To put it simply:ERC-8004 governs trust, ERC-8183 governs transactions, and x402 governs payments. These three standards each have their own responsibilities, but they all point to the same goal — building a decentralized, autonomous AI agent economic system.

VI.But for the agent to run, one more layer is missing.
Ethereum’s presence in the agent field is already quite comprehensive — it has corresponding protocols for identity, payment, and transactions.
But one question has been overlooked:Where does the agent’s memory come from? Where is the data it generates stored? And who owns this data?
When an agent completes a task, it generates a large amount of data: conversation logs, generated files, knowledge bases invoked, execution results, etc. If this data has nowhere to be stored, or is stored on a centralized server, then the agent is “amnesiac” every time it starts up, and all the previously accumulated context is completely wiped clean. Not to mention the problem of data being controlled by the platform and being able to be deleted or sold at any time.
That’s what MEMO does.
MEMO, based on its own decentralized data chain, integrates protocols such as ERC-8004, x402, and ERC-7829, providing AI Agents with afull lifecycle operating environment from creation, operation, interaction to settlement .
But MEMO’s most core feature is that it createsa memory layer for the Agent.
All files and data generated by the Agent during operation — dialogue logs, task results, and knowledge bases invoked — can be stored in the MEMO network.
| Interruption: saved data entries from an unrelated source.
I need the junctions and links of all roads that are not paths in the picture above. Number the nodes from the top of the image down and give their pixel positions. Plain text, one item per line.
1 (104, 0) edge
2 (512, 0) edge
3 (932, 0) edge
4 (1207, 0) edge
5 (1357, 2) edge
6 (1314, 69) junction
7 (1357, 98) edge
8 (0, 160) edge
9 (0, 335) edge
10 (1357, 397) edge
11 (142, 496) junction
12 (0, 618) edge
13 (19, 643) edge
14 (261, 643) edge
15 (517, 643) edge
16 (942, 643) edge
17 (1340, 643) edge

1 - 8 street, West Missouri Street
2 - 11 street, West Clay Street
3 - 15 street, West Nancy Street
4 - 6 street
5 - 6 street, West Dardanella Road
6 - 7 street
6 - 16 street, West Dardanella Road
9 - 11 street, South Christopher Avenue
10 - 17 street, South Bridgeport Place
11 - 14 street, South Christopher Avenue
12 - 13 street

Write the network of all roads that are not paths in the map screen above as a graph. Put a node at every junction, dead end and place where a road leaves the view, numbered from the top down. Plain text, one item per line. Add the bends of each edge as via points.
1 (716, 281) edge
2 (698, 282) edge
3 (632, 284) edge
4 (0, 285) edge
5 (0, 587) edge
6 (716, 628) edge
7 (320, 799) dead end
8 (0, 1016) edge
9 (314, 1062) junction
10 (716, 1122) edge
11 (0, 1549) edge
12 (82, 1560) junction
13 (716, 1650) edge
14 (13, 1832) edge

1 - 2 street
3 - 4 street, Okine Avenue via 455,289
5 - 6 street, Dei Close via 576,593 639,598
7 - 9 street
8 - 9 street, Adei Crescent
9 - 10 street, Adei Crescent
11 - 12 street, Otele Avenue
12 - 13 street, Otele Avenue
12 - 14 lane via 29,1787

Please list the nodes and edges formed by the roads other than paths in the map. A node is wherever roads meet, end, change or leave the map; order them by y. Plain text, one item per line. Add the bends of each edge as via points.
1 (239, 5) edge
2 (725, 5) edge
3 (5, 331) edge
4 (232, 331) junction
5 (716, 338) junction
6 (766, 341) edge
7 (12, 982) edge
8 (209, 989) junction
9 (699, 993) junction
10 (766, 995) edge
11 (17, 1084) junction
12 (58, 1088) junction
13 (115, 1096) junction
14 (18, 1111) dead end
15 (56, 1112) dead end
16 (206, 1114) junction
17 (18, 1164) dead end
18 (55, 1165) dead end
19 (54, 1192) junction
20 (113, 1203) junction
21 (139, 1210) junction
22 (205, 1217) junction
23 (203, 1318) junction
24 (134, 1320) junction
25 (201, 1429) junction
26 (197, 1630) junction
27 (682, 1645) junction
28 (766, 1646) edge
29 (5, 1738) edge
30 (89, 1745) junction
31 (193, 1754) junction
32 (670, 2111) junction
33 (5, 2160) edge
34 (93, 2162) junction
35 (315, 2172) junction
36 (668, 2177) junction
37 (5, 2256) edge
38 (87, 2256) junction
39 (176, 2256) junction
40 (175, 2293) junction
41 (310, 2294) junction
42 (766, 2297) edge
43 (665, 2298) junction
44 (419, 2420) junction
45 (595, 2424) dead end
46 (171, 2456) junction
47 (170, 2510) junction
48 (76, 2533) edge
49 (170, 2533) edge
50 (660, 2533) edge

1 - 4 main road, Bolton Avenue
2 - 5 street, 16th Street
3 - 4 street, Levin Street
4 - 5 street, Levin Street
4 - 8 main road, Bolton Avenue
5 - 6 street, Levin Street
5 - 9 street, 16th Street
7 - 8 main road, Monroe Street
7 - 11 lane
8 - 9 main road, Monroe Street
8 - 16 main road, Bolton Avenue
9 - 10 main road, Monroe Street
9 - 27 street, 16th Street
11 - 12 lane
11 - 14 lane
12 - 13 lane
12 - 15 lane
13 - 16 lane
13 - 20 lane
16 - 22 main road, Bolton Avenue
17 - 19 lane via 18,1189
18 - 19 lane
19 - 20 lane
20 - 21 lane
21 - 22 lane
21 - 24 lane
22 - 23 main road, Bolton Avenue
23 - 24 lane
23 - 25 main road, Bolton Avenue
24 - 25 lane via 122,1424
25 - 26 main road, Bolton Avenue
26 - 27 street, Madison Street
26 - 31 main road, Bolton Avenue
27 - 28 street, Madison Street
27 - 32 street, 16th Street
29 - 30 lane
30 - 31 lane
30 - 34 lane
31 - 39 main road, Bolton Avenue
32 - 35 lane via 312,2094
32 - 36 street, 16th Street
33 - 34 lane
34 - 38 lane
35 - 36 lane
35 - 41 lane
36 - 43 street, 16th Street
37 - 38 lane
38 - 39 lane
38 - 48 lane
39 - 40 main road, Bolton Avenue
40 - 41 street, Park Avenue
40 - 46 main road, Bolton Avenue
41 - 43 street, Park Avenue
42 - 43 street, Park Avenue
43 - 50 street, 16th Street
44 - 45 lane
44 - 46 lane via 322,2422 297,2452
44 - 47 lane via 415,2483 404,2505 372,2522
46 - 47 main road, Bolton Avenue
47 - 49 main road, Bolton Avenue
The Agent can access this data at any time, retaining contextual memory across tasks, instead of starting from scratch each time.
Moreover, this data truly belongs to the users and agents:DataDID establishes data ownership, clarifying data ownership from the source;ERC-7829 turns data into tradable on-chain assets, so your data is not just “stored,” but an asset that can be priced, circulated, and generate value.
If Ethereum builds the transaction market and rule system for agents, then MEMO provides the memory and data foundation that enables agents to truly function . They are not in competition, but rather two indispensable layers of infrastructure.
VII.Conclusion: At the moment of foundation pouring
In every technological revolution, the first thing to emerge is often not the applications, but the infrastructure.
The internet boom occurred after broadband became widespread. The mobile internet boom occurred after 4G was rolled out.
Ethereum is now systematically upgrading its underlying infrastructure — parallel verification, ZK-EVM, a new state architecture, and a whole set of protocol standards specifically designed for AI agents. This isn’t just a small upgrade; it’s a complete rebuild of the foundation.
Once this foundation is solid, the things that can run on it are things we probably can’t even imagine right now.
And we are currently at that moment when “the foundation is being poured”.
These are often the moments that deserve the most attention.